◆ Exercise: Please write out exactly, and only, the lines from the first in the material below to the line containing "middle pip: (891, 938)", both included.
[Supplied information Boundary: Start]
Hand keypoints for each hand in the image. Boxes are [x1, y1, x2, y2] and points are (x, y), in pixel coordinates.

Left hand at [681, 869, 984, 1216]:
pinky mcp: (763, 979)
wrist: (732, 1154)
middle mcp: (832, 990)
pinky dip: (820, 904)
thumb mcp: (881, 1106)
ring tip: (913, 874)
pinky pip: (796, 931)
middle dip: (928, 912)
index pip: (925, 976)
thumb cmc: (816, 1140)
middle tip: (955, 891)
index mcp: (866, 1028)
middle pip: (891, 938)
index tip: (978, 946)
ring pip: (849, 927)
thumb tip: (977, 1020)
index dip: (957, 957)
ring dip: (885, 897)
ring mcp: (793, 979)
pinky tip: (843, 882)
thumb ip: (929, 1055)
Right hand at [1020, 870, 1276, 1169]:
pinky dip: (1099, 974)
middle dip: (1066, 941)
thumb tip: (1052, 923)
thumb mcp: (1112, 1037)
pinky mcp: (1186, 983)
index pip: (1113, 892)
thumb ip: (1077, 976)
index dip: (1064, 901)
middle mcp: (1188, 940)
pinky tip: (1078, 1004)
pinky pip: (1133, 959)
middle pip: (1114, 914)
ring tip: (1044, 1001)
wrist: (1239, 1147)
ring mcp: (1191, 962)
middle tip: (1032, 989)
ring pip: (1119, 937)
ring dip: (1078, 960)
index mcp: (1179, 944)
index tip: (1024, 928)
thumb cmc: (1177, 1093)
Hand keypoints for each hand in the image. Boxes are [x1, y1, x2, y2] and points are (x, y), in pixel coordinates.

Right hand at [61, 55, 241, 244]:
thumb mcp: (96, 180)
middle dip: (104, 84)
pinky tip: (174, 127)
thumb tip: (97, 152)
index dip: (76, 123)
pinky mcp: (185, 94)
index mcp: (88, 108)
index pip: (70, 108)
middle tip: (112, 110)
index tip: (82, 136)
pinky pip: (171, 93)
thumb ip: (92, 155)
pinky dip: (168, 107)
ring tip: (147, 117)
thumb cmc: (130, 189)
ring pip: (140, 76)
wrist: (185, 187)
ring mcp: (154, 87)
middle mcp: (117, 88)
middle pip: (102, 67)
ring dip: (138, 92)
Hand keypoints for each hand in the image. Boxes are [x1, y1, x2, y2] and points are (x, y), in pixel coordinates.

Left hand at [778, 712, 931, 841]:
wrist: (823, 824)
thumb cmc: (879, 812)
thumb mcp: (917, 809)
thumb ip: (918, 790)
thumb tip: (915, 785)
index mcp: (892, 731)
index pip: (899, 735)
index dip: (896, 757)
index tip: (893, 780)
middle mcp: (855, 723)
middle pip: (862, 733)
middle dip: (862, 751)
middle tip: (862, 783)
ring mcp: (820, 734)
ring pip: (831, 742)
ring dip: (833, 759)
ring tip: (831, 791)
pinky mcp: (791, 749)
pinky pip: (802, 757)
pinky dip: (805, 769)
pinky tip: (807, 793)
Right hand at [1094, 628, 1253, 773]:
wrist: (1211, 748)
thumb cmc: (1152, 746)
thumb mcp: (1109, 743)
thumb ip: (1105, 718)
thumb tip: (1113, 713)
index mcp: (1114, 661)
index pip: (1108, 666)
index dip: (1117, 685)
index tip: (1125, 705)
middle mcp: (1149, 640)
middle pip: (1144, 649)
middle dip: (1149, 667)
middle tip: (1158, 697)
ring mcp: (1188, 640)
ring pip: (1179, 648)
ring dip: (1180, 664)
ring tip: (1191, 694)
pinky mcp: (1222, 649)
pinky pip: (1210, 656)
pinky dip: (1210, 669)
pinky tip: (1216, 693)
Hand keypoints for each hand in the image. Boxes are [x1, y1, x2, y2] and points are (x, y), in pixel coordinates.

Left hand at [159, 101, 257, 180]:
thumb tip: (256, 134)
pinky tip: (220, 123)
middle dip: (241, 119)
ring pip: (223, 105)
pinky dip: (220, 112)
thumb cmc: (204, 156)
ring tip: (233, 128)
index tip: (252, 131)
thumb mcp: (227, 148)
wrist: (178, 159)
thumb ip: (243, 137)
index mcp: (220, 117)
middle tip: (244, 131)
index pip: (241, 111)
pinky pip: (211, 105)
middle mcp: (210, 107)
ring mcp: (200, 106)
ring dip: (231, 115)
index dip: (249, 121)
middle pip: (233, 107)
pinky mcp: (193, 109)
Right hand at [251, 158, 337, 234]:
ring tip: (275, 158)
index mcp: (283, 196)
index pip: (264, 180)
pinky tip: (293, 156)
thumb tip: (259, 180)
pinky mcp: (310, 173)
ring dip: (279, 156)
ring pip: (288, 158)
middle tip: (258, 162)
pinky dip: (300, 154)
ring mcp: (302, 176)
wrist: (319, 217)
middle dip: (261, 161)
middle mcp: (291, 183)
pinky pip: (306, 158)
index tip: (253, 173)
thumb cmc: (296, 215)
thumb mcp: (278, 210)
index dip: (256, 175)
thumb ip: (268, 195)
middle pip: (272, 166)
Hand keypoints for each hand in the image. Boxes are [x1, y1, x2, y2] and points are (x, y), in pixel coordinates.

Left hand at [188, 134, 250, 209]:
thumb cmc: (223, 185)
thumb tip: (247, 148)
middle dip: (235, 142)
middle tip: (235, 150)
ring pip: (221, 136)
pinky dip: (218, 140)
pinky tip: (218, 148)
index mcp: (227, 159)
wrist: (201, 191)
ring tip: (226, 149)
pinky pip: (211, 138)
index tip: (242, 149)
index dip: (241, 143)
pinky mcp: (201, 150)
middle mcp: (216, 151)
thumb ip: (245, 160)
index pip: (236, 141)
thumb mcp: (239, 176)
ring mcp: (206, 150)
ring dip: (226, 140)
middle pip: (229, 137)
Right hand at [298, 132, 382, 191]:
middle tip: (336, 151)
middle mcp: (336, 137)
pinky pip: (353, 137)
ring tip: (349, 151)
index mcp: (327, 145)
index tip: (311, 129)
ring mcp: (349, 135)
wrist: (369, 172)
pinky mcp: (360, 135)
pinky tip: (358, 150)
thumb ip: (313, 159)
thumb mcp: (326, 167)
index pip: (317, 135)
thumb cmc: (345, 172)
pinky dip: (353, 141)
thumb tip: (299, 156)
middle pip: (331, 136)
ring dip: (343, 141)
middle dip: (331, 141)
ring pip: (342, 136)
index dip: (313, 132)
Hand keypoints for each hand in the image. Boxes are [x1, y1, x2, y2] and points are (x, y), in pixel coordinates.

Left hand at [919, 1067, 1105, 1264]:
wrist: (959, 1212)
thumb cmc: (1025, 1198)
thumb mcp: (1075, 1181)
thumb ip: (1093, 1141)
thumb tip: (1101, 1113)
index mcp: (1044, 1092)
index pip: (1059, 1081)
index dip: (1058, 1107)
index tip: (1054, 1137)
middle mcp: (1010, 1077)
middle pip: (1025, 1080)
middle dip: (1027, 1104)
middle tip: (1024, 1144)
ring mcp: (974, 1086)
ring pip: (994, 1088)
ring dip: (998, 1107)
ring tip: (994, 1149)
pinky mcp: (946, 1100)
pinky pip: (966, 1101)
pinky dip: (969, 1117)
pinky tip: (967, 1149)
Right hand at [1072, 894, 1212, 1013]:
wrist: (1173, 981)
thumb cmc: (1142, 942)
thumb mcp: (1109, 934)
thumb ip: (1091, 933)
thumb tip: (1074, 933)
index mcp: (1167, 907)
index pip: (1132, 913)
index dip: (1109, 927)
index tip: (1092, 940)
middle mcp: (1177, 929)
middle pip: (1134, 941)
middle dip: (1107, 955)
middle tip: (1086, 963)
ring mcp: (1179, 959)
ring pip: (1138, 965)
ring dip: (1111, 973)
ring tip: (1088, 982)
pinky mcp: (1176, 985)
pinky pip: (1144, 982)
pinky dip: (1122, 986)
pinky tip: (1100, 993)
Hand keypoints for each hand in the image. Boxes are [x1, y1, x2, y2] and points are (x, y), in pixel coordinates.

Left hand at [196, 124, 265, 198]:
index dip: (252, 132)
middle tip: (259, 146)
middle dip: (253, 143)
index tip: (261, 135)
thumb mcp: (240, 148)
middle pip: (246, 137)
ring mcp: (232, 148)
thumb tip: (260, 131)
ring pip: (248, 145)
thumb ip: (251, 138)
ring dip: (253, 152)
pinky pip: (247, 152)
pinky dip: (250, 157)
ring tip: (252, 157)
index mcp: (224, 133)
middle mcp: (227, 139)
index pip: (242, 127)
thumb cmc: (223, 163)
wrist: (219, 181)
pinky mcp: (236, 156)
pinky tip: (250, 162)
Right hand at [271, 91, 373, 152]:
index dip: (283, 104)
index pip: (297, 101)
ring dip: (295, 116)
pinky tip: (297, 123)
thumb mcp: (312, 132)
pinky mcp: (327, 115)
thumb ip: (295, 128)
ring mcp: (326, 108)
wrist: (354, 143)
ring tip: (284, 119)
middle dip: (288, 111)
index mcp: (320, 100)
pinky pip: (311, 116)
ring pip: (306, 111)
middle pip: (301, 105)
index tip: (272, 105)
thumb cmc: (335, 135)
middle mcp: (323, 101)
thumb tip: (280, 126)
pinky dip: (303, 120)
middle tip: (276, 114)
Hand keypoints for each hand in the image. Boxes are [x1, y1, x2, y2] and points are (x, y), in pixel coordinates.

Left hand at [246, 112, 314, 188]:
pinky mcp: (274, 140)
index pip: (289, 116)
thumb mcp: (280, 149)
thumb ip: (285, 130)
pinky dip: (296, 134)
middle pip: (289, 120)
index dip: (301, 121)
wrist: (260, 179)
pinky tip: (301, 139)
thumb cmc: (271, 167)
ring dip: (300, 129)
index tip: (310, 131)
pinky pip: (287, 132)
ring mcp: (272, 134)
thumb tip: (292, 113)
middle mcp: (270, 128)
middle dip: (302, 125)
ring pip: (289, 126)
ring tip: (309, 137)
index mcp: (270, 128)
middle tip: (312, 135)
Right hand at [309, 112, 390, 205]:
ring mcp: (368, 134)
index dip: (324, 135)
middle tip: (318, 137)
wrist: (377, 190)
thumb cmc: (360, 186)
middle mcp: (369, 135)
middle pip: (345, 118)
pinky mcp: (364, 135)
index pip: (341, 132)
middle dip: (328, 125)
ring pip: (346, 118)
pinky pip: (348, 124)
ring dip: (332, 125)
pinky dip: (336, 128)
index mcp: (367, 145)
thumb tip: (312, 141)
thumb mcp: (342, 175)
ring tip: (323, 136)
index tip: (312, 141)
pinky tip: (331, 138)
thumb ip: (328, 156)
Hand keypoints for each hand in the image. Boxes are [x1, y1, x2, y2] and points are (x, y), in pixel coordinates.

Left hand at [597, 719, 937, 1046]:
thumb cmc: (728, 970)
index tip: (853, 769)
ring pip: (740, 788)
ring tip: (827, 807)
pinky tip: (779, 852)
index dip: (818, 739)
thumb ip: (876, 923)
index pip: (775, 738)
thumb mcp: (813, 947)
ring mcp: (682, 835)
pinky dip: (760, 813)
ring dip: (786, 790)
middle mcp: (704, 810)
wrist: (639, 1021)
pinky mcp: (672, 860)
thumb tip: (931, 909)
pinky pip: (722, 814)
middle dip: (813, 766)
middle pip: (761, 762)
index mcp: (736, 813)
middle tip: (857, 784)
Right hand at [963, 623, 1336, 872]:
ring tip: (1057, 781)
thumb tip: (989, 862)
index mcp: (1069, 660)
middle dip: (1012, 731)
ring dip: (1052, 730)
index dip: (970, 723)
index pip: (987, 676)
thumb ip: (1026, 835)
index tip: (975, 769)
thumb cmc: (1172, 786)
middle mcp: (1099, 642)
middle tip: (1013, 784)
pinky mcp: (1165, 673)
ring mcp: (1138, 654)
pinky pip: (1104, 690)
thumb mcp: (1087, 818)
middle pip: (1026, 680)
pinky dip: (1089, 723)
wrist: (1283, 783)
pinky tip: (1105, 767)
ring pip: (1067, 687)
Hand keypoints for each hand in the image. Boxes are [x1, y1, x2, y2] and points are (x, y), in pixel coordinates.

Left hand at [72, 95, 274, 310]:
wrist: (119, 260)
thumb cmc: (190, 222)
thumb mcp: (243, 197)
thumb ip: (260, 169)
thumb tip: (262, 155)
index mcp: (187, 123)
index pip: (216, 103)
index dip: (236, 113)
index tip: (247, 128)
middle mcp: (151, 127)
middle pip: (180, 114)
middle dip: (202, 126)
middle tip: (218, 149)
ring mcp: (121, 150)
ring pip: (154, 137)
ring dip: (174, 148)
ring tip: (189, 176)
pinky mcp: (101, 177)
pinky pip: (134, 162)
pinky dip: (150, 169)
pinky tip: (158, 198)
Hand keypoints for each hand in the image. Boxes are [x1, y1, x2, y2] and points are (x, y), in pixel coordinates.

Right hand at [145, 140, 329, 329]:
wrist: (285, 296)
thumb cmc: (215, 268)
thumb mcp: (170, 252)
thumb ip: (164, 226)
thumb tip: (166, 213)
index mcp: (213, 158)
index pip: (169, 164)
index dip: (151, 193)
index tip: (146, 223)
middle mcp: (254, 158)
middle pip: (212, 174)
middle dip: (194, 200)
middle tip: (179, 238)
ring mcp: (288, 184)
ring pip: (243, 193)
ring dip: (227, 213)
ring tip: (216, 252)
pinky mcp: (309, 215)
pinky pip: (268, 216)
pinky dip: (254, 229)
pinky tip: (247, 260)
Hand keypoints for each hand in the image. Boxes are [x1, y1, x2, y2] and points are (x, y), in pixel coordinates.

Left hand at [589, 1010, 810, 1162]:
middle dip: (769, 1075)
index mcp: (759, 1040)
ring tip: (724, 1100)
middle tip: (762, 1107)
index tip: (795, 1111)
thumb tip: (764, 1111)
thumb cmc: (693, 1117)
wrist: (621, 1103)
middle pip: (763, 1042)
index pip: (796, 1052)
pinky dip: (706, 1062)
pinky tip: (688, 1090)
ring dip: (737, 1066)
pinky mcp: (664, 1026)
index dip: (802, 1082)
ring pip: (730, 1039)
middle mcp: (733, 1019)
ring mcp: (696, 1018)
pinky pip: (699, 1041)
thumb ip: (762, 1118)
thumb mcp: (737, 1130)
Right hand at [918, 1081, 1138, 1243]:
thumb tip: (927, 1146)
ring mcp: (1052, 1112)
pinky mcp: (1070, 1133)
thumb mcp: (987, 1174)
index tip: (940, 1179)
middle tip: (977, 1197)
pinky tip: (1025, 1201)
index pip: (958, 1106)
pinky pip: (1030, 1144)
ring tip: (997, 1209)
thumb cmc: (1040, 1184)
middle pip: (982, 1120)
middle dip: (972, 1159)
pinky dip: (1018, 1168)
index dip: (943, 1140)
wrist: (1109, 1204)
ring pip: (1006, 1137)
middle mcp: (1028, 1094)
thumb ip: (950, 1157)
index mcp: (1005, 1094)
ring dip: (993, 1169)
[Supplied information Boundary: End]
◆ Answer below:
Hand keypoints for each hand in the image. Boxes are [x1, y1, x2, y2] and points are (x, y), in pixel coordinates.

Left hand at [681, 869, 984, 1216]:
pinky mcp: (763, 979)
wrist: (732, 1154)
middle mcp: (832, 990)
pinky dip: (820, 904)
thumb mcp: (881, 1106)
ring tip: (913, 874)
pinky pip: (796, 931)
middle dip: (928, 912)
index pip: (925, 976)
thumb cmc: (816, 1140)
middle tip: (955, 891)
index mcp: (866, 1028)
middle pip: (891, 938)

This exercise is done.